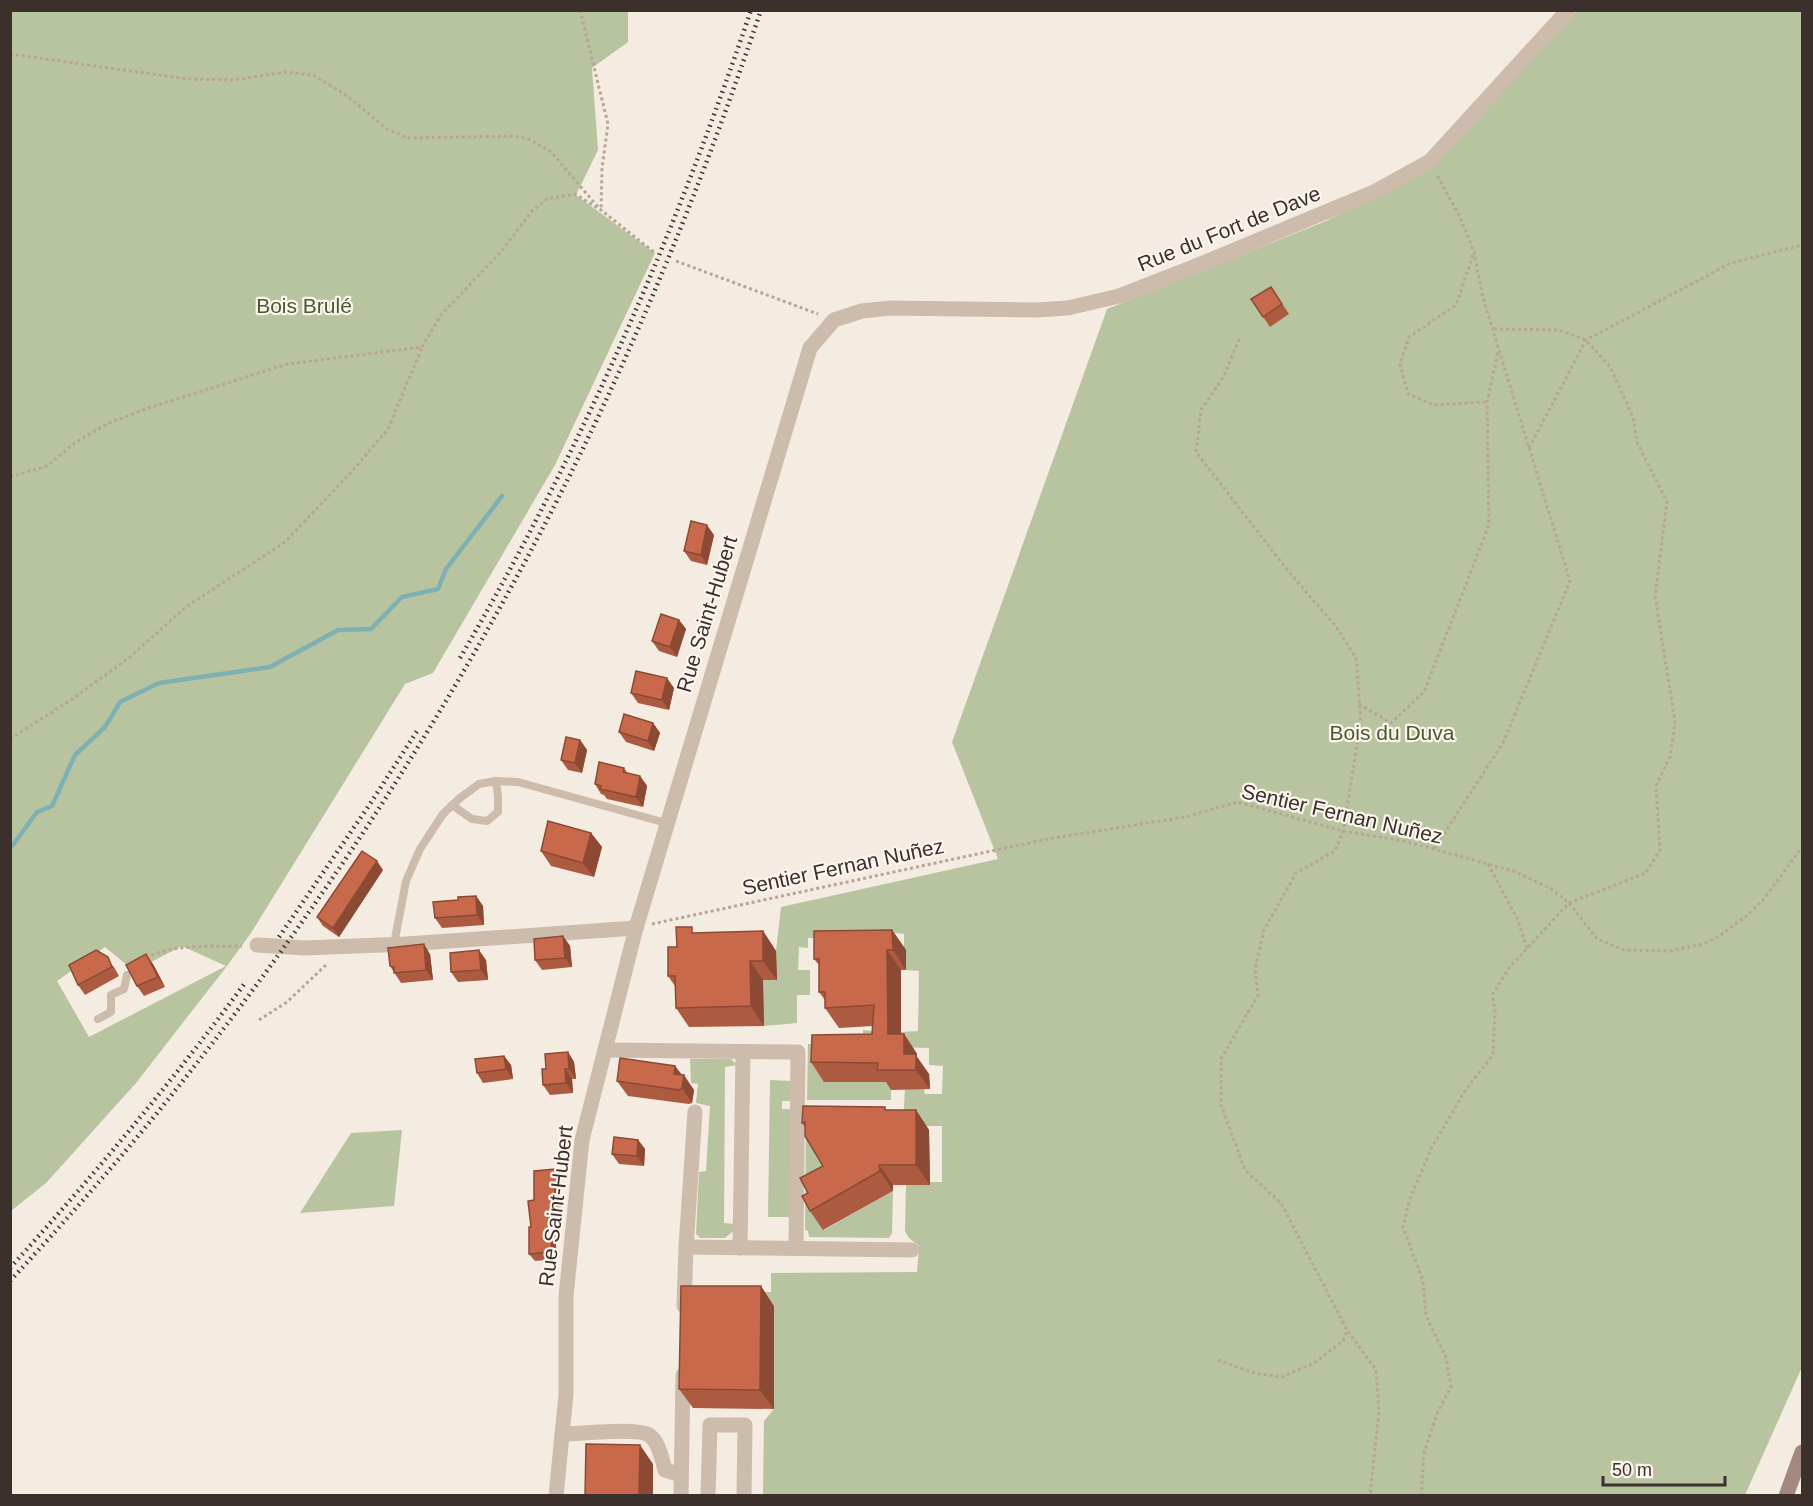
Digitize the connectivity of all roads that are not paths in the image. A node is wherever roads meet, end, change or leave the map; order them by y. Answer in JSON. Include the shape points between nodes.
{"nodes":[{"id":1,"x":1568,"y":10,"type":"edge"},
{"id":2,"x":834,"y":320,"type":"joint"},
{"id":3,"x":496,"y":781,"type":"junction"},
{"id":4,"x":452,"y":806,"type":"junction"},
{"id":5,"x":666,"y":823,"type":"junction"},
{"id":6,"x":636,"y":928,"type":"junction"},
{"id":7,"x":394,"y":944,"type":"junction"},
{"id":8,"x":257,"y":945,"type":"road end"},
{"id":9,"x":127,"y":975,"type":"edge"},
{"id":10,"x":98,"y":1019,"type":"dead end"},
{"id":11,"x":605,"y":1050,"type":"junction"},
{"id":12,"x":743,"y":1052,"type":"junction"},
{"id":13,"x":696,"y":1112,"type":"dead end"},
{"id":14,"x":686,"y":1247,"type":"junction"},
{"id":15,"x":740,"y":1248,"type":"junction"},
{"id":16,"x":796,"y":1248,"type":"junction"},
{"id":17,"x":912,"y":1250,"type":"dead end"},
{"id":18,"x":684,"y":1317,"type":"edge"},
{"id":19,"x":683,"y":1364,"type":"edge"},
{"id":20,"x":562,"y":1434,"type":"junction"},
{"id":21,"x":1803,"y":1452,"type":"edge"},
{"id":22,"x":681,"y":1475,"type":"junction"},
{"id":23,"x":556,"y":1496,"type":"edge"},
{"id":24,"x":681,"y":1496,"type":"edge"},
{"id":25,"x":708,"y":1496,"type":"edge"},
{"id":26,"x":744,"y":1496,"type":"edge"},
{"id":27,"x":1786,"y":1496,"type":"edge"}],
"edges":[{"from":1,"to":2,"type":"street","name":"Rue du Fort de Dave","via":[[1430,161],[1374,192],[1119,296],[1068,308],[890,308]]},
{"from":2,"to":5,"type":"street","name":"Rue Saint-Hubert","via":[[810,348]]},
{"from":3,"to":4,"type":"lane","via":[[479,784]]},
{"from":3,"to":4,"type":"lane","via":[[498,812],[487,821],[472,819]]},
{"from":3,"to":5,"type":"lane","via":[[518,782]]},
{"from":4,"to":7,"type":"lane","via":[[420,849],[406,881]]},
{"from":5,"to":6,"type":"street","name":"Rue Saint-Hubert"},
{"from":6,"to":7,"type":"street"},
{"from":6,"to":11,"type":"street","name":"Rue Saint-Hubert"},
{"from":7,"to":8,"type":"street","via":[[283,948]]},
{"from":9,"to":10,"type":"lane","via":[[124,988],[111,996],[111,1012]]},
{"from":11,"to":12,"type":"street"},
{"from":11,"to":20,"type":"street","name":"Rue Saint-Hubert","via":[[582,1140],[566,1296]]},
{"from":12,"to":15,"type":"street"},
{"from":12,"to":16,"type":"street","via":[[798,1052]]},
{"from":13,"to":14,"type":"street"},
{"from":14,"to":15,"type":"street"},
{"from":14,"to":18,"type":"street"},
{"from":15,"to":16,"type":"street"},
{"from":16,"to":17,"type":"street"},
{"from":19,"to":22,"type":"street"},
{"from":20,"to":22,"type":"street","via":[[634,1431],[649,1436],[658,1448],[665,1470]]},
{"from":20,"to":23,"type":"street","name":"Rue Saint-Hubert"},
{"from":21,"to":27,"type":"main road"},
{"from":22,"to":24,"type":"street"},
{"from":25,"to":26,"type":"street","via":[[710,1425],[745,1425]]}]}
::::
A verbatim transcription of the listing is expected, with no pictures included.

> **Solution to the exercise**:
Digitize the connectivity of all roads that are not paths in the image. A node is wherever roads meet, end, change or leave the map; order them by y. Answer in JSON. Include the shape points between nodes.
{"nodes":[{"id":1,"x":1568,"y":10,"type":"edge"},
{"id":2,"x":834,"y":320,"type":"joint"},
{"id":3,"x":496,"y":781,"type":"junction"},
{"id":4,"x":452,"y":806,"type":"junction"},
{"id":5,"x":666,"y":823,"type":"junction"},
{"id":6,"x":636,"y":928,"type":"junction"},
{"id":7,"x":394,"y":944,"type":"junction"},
{"id":8,"x":257,"y":945,"type":"road end"},
{"id":9,"x":127,"y":975,"type":"edge"},
{"id":10,"x":98,"y":1019,"type":"dead end"},
{"id":11,"x":605,"y":1050,"type":"junction"},
{"id":12,"x":743,"y":1052,"type":"junction"},
{"id":13,"x":696,"y":1112,"type":"dead end"},
{"id":14,"x":686,"y":1247,"type":"junction"},
{"id":15,"x":740,"y":1248,"type":"junction"},
{"id":16,"x":796,"y":1248,"type":"junction"},
{"id":17,"x":912,"y":1250,"type":"dead end"},
{"id":18,"x":684,"y":1317,"type":"edge"},
{"id":19,"x":683,"y":1364,"type":"edge"},
{"id":20,"x":562,"y":1434,"type":"junction"},
{"id":21,"x":1803,"y":1452,"type":"edge"},
{"id":22,"x":681,"y":1475,"type":"junction"},
{"id":23,"x":556,"y":1496,"type":"edge"},
{"id":24,"x":681,"y":1496,"type":"edge"},
{"id":25,"x":708,"y":1496,"type":"edge"},
{"id":26,"x":744,"y":1496,"type":"edge"},
{"id":27,"x":1786,"y":1496,"type":"edge"}],
"edges":[{"from":1,"to":2,"type":"street","name":"Rue du Fort de Dave","via":[[1430,161],[1374,192],[1119,296],[1068,308],[890,308]]},
{"from":2,"to":5,"type":"street","name":"Rue Saint-Hubert","via":[[810,348]]},
{"from":3,"to":4,"type":"lane","via":[[479,784]]},
{"from":3,"to":4,"type":"lane","via":[[498,812],[487,821],[472,819]]},
{"from":3,"to":5,"type":"lane","via":[[518,782]]},
{"from":4,"to":7,"type":"lane","via":[[420,849],[406,881]]},
{"from":5,"to":6,"type":"street","name":"Rue Saint-Hubert"},
{"from":6,"to":7,"type":"street"},
{"from":6,"to":11,"type":"street","name":"Rue Saint-Hubert"},
{"from":7,"to":8,"type":"street","via":[[283,948]]},
{"from":9,"to":10,"type":"lane","via":[[124,988],[111,996],[111,1012]]},
{"from":11,"to":12,"type":"street"},
{"from":11,"to":20,"type":"street","name":"Rue Saint-Hubert","via":[[582,1140],[566,1296]]},
{"from":12,"to":15,"type":"street"},
{"from":12,"to":16,"type":"street","via":[[798,1052]]},
{"from":13,"to":14,"type":"street"},
{"from":14,"to":15,"type":"street"},
{"from":14,"to":18,"type":"street"},
{"from":15,"to":16,"type":"street"},
{"from":16,"to":17,"type":"street"},
{"from":19,"to":22,"type":"street"},
{"from":20,"to":22,"type":"street","via":[[634,1431],[649,1436],[658,1448],[665,1470]]},
{"from":20,"to":23,"type":"street","name":"Rue Saint-Hubert"},
{"from":21,"to":27,"type":"main road"},
{"from":22,"to":24,"type":"street"},
{"from":25,"to":26,"type":"street","via":[[710,1425],[745,1425]]}]}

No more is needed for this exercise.